[Opening Data section section]

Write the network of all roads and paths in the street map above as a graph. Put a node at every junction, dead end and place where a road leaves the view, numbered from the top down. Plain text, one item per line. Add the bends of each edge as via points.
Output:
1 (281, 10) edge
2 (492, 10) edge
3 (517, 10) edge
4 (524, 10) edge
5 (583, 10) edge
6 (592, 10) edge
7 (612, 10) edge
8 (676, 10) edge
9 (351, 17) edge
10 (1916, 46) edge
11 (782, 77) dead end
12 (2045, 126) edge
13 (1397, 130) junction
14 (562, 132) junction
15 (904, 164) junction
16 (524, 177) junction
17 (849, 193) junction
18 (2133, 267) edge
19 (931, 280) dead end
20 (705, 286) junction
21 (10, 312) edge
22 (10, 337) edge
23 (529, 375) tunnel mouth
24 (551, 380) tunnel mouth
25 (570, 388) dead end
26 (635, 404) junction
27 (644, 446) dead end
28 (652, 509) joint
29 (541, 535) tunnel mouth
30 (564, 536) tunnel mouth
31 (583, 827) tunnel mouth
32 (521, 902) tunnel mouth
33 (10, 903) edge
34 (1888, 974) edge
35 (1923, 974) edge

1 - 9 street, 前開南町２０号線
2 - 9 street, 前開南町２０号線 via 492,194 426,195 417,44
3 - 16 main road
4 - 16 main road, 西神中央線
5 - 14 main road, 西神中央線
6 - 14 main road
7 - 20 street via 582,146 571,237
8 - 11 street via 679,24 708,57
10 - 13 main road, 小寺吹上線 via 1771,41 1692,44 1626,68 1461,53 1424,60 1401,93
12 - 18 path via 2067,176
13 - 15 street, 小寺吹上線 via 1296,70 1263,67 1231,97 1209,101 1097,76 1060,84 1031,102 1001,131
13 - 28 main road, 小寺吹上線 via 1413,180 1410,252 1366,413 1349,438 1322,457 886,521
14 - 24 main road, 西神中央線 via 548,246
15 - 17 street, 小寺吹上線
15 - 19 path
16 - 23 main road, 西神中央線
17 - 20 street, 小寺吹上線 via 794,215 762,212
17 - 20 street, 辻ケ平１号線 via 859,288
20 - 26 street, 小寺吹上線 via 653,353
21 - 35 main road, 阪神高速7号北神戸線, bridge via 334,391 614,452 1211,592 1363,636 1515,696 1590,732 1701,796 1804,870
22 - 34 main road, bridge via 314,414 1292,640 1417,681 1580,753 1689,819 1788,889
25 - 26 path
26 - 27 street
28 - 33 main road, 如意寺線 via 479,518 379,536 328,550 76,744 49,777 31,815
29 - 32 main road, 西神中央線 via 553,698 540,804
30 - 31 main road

[Closing Data section section]

Exercise details:
Within the entries above, find each line where "tunnel" appears; copy every one.

Answer box:
23 (529, 375) tunnel mouth
24 (551, 380) tunnel mouth
29 (541, 535) tunnel mouth
30 (564, 536) tunnel mouth
31 (583, 827) tunnel mouth
32 (521, 902) tunnel mouth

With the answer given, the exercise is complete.